* _EXERCISE AIM_:
Every single entry must be reproduced precisely.

Saved data entries:
----------

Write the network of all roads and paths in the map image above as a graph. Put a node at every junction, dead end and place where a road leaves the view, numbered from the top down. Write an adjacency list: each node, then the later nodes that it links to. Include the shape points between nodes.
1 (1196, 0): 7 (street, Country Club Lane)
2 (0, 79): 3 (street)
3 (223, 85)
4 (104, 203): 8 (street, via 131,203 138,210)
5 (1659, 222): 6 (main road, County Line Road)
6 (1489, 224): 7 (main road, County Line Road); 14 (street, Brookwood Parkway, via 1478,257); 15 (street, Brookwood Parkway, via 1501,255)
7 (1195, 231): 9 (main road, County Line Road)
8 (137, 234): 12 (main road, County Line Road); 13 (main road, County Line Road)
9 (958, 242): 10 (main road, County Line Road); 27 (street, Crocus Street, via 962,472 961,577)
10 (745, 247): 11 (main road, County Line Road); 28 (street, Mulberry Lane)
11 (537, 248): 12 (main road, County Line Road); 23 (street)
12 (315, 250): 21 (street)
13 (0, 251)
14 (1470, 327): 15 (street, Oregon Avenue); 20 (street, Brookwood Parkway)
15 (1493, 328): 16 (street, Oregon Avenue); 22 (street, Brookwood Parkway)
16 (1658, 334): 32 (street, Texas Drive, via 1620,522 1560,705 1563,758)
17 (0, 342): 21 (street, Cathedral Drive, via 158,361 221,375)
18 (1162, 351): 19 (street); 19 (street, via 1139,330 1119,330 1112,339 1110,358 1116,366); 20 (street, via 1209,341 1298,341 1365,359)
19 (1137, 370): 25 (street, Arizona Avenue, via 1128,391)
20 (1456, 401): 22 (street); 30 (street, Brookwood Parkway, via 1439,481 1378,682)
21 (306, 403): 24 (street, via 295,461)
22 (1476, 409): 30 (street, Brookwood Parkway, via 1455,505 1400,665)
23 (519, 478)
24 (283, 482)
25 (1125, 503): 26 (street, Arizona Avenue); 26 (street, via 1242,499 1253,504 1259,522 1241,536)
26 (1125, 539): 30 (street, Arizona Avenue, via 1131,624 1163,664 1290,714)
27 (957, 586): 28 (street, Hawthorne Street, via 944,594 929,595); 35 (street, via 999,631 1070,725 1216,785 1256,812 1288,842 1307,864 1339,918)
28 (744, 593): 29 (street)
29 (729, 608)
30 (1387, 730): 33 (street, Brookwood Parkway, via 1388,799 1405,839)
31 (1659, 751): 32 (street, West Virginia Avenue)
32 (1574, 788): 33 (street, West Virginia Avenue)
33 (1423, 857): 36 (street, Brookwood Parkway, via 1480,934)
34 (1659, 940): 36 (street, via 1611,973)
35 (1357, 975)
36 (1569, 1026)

----------

* _OUTPUT OF THE TASK_:
Write the network of all roads and paths in the map image above as a graph. Put a node at every junction, dead end and place where a road leaves the view, numbered from the top down. Write an adjacency list: each node, then the later nodes that it links to. Include the shape points between nodes.
1 (1196, 0): 7 (street, Country Club Lane)
2 (0, 79): 3 (street)
3 (223, 85)
4 (104, 203): 8 (street, via 131,203 138,210)
5 (1659, 222): 6 (main road, County Line Road)
6 (1489, 224): 7 (main road, County Line Road); 14 (street, Brookwood Parkway, via 1478,257); 15 (street, Brookwood Parkway, via 1501,255)
7 (1195, 231): 9 (main road, County Line Road)
8 (137, 234): 12 (main road, County Line Road); 13 (main road, County Line Road)
9 (958, 242): 10 (main road, County Line Road); 27 (street, Crocus Street, via 962,472 961,577)
10 (745, 247): 11 (main road, County Line Road); 28 (street, Mulberry Lane)
11 (537, 248): 12 (main road, County Line Road); 23 (street)
12 (315, 250): 21 (street)
13 (0, 251)
14 (1470, 327): 15 (street, Oregon Avenue); 20 (street, Brookwood Parkway)
15 (1493, 328): 16 (street, Oregon Avenue); 22 (street, Brookwood Parkway)
16 (1658, 334): 32 (street, Texas Drive, via 1620,522 1560,705 1563,758)
17 (0, 342): 21 (street, Cathedral Drive, via 158,361 221,375)
18 (1162, 351): 19 (street); 19 (street, via 1139,330 1119,330 1112,339 1110,358 1116,366); 20 (street, via 1209,341 1298,341 1365,359)
19 (1137, 370): 25 (street, Arizona Avenue, via 1128,391)
20 (1456, 401): 22 (street); 30 (street, Brookwood Parkway, via 1439,481 1378,682)
21 (306, 403): 24 (street, via 295,461)
22 (1476, 409): 30 (street, Brookwood Parkway, via 1455,505 1400,665)
23 (519, 478)
24 (283, 482)
25 (1125, 503): 26 (street, Arizona Avenue); 26 (street, via 1242,499 1253,504 1259,522 1241,536)
26 (1125, 539): 30 (street, Arizona Avenue, via 1131,624 1163,664 1290,714)
27 (957, 586): 28 (street, Hawthorne Street, via 944,594 929,595); 35 (street, via 999,631 1070,725 1216,785 1256,812 1288,842 1307,864 1339,918)
28 (744, 593): 29 (street)
29 (729, 608)
30 (1387, 730): 33 (street, Brookwood Parkway, via 1388,799 1405,839)
31 (1659, 751): 32 (street, West Virginia Avenue)
32 (1574, 788): 33 (street, West Virginia Avenue)
33 (1423, 857): 36 (street, Brookwood Parkway, via 1480,934)
34 (1659, 940): 36 (street, via 1611,973)
35 (1357, 975)
36 (1569, 1026)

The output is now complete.